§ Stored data
== Segment start ==

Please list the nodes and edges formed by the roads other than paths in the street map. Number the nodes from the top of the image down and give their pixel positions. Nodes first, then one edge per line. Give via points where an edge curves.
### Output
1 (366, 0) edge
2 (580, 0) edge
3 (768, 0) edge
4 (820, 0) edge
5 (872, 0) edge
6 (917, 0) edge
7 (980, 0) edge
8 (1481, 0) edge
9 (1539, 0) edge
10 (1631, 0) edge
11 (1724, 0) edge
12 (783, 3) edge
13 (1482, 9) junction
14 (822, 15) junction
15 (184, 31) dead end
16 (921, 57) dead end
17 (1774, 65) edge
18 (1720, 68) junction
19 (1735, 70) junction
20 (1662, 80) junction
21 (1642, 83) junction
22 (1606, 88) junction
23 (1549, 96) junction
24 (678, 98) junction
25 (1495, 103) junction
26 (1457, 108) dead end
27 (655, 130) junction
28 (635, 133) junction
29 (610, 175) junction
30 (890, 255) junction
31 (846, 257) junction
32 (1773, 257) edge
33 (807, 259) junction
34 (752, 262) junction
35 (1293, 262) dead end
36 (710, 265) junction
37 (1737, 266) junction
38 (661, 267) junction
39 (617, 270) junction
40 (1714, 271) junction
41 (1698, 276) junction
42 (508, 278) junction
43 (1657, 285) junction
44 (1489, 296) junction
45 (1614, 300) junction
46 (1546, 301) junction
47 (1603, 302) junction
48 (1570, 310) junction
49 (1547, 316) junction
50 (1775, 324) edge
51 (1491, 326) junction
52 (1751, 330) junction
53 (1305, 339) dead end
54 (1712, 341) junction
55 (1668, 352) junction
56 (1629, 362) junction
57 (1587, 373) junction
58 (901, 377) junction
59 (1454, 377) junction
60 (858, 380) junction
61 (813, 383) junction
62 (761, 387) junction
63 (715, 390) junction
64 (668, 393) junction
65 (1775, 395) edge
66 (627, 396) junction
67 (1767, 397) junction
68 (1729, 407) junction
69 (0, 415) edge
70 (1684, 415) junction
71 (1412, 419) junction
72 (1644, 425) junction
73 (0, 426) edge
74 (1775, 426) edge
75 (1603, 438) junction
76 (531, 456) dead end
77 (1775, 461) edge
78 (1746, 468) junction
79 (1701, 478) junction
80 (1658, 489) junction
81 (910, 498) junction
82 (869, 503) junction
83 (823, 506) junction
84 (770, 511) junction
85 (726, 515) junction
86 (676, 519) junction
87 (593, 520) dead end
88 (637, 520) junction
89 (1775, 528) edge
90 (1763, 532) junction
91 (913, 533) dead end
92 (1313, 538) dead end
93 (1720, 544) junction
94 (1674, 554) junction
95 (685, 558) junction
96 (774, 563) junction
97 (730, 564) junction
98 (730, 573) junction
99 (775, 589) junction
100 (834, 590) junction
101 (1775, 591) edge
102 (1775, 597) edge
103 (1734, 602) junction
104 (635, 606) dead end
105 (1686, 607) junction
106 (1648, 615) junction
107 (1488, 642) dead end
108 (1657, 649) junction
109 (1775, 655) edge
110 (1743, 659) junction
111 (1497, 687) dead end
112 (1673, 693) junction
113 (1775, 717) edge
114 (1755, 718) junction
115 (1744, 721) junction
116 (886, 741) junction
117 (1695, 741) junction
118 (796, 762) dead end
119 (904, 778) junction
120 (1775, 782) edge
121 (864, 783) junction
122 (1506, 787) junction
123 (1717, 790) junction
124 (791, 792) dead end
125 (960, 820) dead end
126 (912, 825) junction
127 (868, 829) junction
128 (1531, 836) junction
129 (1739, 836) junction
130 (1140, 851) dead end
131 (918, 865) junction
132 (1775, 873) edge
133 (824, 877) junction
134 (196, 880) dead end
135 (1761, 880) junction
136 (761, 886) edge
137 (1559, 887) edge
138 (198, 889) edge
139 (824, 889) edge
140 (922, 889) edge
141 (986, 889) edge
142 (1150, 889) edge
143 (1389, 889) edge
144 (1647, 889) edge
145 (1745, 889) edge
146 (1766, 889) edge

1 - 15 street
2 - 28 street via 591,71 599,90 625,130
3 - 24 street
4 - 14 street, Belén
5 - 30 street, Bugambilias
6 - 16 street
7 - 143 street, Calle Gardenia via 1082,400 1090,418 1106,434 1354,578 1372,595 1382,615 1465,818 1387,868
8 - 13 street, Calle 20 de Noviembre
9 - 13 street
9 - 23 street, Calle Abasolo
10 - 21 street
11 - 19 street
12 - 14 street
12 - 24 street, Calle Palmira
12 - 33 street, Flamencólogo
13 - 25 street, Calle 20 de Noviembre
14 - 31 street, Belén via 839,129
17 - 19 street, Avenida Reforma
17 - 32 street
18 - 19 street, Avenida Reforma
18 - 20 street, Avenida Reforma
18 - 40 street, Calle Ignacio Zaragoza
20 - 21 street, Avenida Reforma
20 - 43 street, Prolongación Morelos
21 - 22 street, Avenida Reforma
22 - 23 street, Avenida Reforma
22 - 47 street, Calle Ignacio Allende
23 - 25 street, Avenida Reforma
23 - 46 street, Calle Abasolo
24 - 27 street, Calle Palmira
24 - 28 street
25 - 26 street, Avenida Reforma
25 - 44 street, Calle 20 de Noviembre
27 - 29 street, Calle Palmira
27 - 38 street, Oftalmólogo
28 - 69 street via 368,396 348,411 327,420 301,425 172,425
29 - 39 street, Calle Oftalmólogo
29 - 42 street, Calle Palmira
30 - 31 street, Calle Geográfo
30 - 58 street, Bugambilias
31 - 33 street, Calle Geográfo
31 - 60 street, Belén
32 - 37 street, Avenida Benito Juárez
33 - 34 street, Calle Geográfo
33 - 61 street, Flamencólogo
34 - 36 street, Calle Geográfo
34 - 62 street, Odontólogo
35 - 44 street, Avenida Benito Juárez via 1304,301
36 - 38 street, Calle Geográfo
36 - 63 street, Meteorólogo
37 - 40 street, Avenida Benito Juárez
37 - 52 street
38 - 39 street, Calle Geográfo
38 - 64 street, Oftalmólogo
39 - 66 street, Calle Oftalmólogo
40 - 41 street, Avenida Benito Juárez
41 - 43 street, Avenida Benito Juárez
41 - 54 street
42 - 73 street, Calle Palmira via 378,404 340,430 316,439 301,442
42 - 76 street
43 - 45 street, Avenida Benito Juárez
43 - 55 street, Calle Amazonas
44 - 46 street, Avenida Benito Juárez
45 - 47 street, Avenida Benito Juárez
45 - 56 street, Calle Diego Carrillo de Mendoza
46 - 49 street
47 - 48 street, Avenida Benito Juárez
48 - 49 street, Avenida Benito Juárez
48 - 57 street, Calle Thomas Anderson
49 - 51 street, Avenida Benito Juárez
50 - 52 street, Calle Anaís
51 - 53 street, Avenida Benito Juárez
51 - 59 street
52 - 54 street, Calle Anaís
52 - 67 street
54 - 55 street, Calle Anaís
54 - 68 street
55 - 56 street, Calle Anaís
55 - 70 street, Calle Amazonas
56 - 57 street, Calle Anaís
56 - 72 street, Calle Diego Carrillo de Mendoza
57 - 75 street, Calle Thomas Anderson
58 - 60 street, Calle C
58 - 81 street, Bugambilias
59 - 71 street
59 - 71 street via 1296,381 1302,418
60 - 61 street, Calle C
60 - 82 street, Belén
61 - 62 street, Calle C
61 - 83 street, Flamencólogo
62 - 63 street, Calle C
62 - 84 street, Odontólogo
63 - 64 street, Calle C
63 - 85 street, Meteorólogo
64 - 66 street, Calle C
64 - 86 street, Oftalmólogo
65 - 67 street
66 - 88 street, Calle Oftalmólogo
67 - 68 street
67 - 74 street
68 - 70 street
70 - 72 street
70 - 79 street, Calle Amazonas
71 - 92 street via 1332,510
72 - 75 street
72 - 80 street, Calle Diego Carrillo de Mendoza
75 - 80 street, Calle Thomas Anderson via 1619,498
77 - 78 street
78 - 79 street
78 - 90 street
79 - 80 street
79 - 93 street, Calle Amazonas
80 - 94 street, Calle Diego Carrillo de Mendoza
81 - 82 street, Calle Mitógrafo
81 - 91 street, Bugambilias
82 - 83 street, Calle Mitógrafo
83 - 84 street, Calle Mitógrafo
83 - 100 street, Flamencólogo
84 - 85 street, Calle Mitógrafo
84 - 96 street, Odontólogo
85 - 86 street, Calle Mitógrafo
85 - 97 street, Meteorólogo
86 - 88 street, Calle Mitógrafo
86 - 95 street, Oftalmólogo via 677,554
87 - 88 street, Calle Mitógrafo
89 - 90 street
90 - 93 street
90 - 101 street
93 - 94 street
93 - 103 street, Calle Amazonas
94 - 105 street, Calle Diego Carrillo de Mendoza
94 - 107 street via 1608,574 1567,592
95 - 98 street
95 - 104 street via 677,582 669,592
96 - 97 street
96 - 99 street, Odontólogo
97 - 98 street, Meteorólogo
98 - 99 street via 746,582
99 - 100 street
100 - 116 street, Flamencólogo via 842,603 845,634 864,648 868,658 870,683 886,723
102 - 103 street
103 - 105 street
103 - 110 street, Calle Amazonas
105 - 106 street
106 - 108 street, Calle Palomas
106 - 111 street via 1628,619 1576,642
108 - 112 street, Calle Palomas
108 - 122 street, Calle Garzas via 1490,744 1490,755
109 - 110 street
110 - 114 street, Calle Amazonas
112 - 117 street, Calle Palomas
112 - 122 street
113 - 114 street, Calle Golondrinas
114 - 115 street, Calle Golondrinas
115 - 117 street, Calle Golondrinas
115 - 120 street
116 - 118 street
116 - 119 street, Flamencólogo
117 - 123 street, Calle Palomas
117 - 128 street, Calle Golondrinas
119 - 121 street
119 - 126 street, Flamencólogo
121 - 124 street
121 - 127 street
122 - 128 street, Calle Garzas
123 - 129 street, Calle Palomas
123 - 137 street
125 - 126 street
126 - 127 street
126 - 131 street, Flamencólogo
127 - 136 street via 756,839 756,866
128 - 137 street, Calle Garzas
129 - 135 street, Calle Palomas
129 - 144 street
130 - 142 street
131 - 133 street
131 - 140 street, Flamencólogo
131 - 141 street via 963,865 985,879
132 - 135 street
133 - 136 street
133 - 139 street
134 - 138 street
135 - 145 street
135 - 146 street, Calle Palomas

== Segment end ==

Go through the entries above and copy out every line that includes the word "Diego".

§ Answer to the exercise
45 - 56 street, Calle Diego Carrillo de Mendoza
56 - 72 street, Calle Diego Carrillo de Mendoza
72 - 80 street, Calle Diego Carrillo de Mendoza
80 - 94 street, Calle Diego Carrillo de Mendoza
94 - 105 street, Calle Diego Carrillo de Mendoza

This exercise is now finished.